*** Opening of SOURCE MATERIAL ***
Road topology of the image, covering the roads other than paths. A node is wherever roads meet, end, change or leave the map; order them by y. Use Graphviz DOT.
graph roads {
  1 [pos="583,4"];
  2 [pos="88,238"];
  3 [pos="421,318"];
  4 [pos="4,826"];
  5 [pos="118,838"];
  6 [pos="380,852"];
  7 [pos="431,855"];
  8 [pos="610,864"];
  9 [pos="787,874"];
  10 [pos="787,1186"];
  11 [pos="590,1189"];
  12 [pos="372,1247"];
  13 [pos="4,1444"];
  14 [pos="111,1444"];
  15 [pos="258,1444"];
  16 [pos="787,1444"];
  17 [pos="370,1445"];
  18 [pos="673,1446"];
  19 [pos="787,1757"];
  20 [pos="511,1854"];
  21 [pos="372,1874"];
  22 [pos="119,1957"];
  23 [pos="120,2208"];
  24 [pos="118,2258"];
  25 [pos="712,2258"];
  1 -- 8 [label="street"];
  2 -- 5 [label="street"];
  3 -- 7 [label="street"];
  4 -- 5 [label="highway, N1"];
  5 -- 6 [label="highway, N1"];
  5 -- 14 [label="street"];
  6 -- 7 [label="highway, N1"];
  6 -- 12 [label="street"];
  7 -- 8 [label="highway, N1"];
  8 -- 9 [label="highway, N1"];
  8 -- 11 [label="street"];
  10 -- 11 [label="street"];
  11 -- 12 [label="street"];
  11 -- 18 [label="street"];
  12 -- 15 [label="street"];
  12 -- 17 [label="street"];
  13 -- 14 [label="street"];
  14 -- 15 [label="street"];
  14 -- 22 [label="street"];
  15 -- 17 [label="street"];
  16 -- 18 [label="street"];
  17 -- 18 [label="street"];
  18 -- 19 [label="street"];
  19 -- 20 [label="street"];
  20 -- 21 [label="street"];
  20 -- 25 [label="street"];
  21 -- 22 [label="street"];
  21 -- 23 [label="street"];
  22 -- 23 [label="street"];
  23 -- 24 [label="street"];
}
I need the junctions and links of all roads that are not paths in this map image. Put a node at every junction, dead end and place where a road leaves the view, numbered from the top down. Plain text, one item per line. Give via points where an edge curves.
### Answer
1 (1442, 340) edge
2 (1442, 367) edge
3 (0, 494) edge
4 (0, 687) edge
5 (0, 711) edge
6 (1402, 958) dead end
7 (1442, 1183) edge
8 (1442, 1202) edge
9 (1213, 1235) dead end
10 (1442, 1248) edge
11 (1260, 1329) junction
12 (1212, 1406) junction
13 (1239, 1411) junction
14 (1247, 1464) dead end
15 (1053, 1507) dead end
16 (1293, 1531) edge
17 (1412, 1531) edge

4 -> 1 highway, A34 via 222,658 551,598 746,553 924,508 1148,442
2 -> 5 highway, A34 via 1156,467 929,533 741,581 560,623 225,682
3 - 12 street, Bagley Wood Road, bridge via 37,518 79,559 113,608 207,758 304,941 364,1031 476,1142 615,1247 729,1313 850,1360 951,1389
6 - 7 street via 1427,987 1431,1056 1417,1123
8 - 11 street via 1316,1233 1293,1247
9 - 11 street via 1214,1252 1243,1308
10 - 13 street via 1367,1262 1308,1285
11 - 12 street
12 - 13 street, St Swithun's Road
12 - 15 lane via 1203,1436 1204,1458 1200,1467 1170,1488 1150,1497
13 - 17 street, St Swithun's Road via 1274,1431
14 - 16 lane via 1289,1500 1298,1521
*** Close of SOURCE MATERIAL ***
Repeat the material above exactly, including every line.

* [TASK RESULT]:
Road topology of the image, covering the roads other than paths. A node is wherever roads meet, end, change or leave the map; order them by y. Use Graphviz DOT.
graph roads {
  1 [pos="583,4"];
  2 [pos="88,238"];
  3 [pos="421,318"];
  4 [pos="4,826"];
  5 [pos="118,838"];
  6 [pos="380,852"];
  7 [pos="431,855"];
  8 [pos="610,864"];
  9 [pos="787,874"];
  10 [pos="787,1186"];
  11 [pos="590,1189"];
  12 [pos="372,1247"];
  13 [pos="4,1444"];
  14 [pos="111,1444"];
  15 [pos="258,1444"];
  16 [pos="787,1444"];
  17 [pos="370,1445"];
  18 [pos="673,1446"];
  19 [pos="787,1757"];
  20 [pos="511,1854"];
  21 [pos="372,1874"];
  22 [pos="119,1957"];
  23 [pos="120,2208"];
  24 [pos="118,2258"];
  25 [pos="712,2258"];
  1 -- 8 [label="street"];
  2 -- 5 [label="street"];
  3 -- 7 [label="street"];
  4 -- 5 [label="highway, N1"];
  5 -- 6 [label="highway, N1"];
  5 -- 14 [label="street"];
  6 -- 7 [label="highway, N1"];
  6 -- 12 [label="street"];
  7 -- 8 [label="highway, N1"];
  8 -- 9 [label="highway, N1"];
  8 -- 11 [label="street"];
  10 -- 11 [label="street"];
  11 -- 12 [label="street"];
  11 -- 18 [label="street"];
  12 -- 15 [label="street"];
  12 -- 17 [label="street"];
  13 -- 14 [label="street"];
  14 -- 15 [label="street"];
  14 -- 22 [label="street"];
  15 -- 17 [label="street"];
  16 -- 18 [label="street"];
  17 -- 18 [label="street"];
  18 -- 19 [label="street"];
  19 -- 20 [label="street"];
  20 -- 21 [label="street"];
  20 -- 25 [label="street"];
  21 -- 22 [label="street"];
  21 -- 23 [label="street"];
  22 -- 23 [label="street"];
  23 -- 24 [label="street"];
}
I need the junctions and links of all roads that are not paths in this map image. Put a node at every junction, dead end and place where a road leaves the view, numbered from the top down. Plain text, one item per line. Give via points where an edge curves.
### Answer
1 (1442, 340) edge
2 (1442, 367) edge
3 (0, 494) edge
4 (0, 687) edge
5 (0, 711) edge
6 (1402, 958) dead end
7 (1442, 1183) edge
8 (1442, 1202) edge
9 (1213, 1235) dead end
10 (1442, 1248) edge
11 (1260, 1329) junction
12 (1212, 1406) junction
13 (1239, 1411) junction
14 (1247, 1464) dead end
15 (1053, 1507) dead end
16 (1293, 1531) edge
17 (1412, 1531) edge

4 -> 1 highway, A34 via 222,658 551,598 746,553 924,508 1148,442
2 -> 5 highway, A34 via 1156,467 929,533 741,581 560,623 225,682
3 - 12 street, Bagley Wood Road, bridge via 37,518 79,559 113,608 207,758 304,941 364,1031 476,1142 615,1247 729,1313 850,1360 951,1389
6 - 7 street via 1427,987 1431,1056 1417,1123
8 - 11 street via 1316,1233 1293,1247
9 - 11 street via 1214,1252 1243,1308
10 - 13 street via 1367,1262 1308,1285
11 - 12 street
12 - 13 street, St Swithun's Road
12 - 15 lane via 1203,1436 1204,1458 1200,1467 1170,1488 1150,1497
13 - 17 street, St Swithun's Road via 1274,1431
14 - 16 lane via 1289,1500 1298,1521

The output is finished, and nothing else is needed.